Unprecedented 34 S‐enrichment of pyrite formed following microbial sulfate reduction in fractured crystalline rocks

In the deep biosphere, microbial sulfate reduction ( MSR ) is exploited for energy. Here, we show that, in fractured continental crystalline bedrock in three areas in Sweden, this process produced sulfide that reacted with iron to form pyrite extremely enriched in 34 S relative to 32 S. As documented by secondary ion mass spectrometry ( SIMS ) microanalyses, the δ 34 S pyrite values are up to +132‰V‐ CDT and with a total range of 186‰. The lightest δ 34 S pyrite values (−54‰) suggest very large fractionation during MSR from an initial sulfate with δ 34 S values (δ 34 S sulfate,0 ) of +14 to +28‰. Fractionation of this magnitude requires a slow MSR rate, a feature we attribute to nutrient and electron donor shortage as well as initial sulfate abundance.
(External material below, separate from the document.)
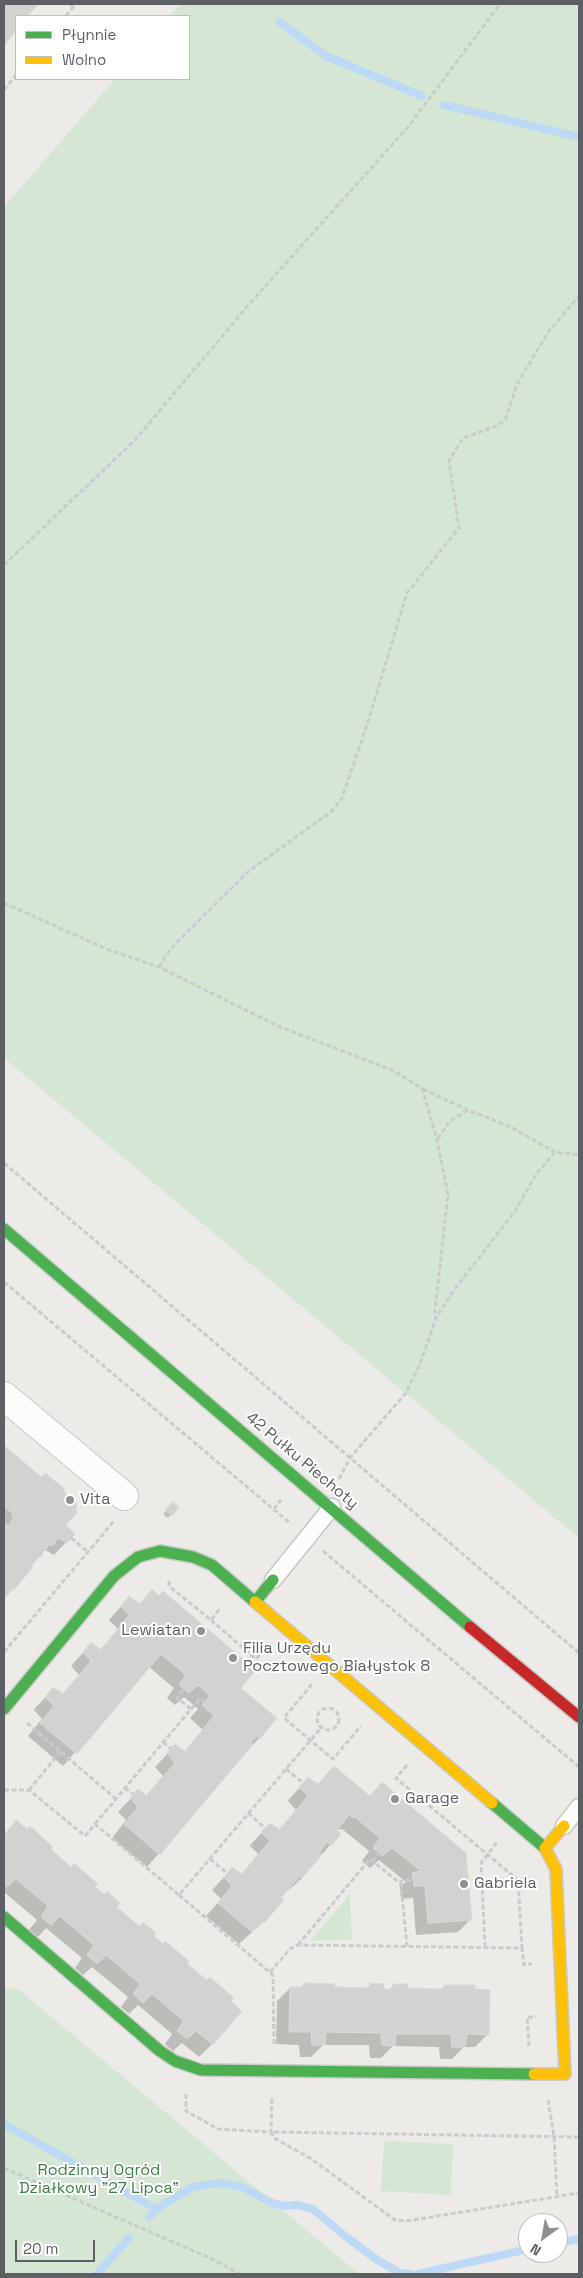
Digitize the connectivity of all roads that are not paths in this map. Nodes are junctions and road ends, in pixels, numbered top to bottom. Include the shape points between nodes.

The superheavy δ 34 S pyrite values were produced by Rayleigh fractionation effects in a diminishing sulfate pool. Large volumes of pyrite with superheavy values (+120 ± 15‰) within single fracture intercepts in the boreholes, associated heavy average values up to +75‰ and heavy minimum δ 34 S pyrite values, suggest isolation of significant amounts of isotopically light sulfide in other parts of the fracture system. Large fracture‐specific δ 34 S pyrite variability and overall average δ 34 S pyrite values (+11 to +16‰) lower than the anticipated δ 34 S sulfate,0 support this hypothesis. The superheavy pyrite found locally in the borehole intercepts thus represents a late stage in a much larger fracture system undergoing Rayleigh fractionation. Microscale Rb–Sr dating and U/Th–He dating of cogenetic minerals reveal that most pyrite formed in the early Paleozoic era, but crystal overgrowths may be significantly younger. The δ 13 C values in cogenetic calcite suggest that the superheavy δ 34 S pyrite values are related to organotrophic MSR , in contrast to findings from marine sediments where superheavy pyrite has been proposed to be linked to anaerobic oxidation of methane. The findings provide new insights into MSR ‐related S‐isotope systematics, particularly regarding formation of large fractions of 34 S‐rich pyrite.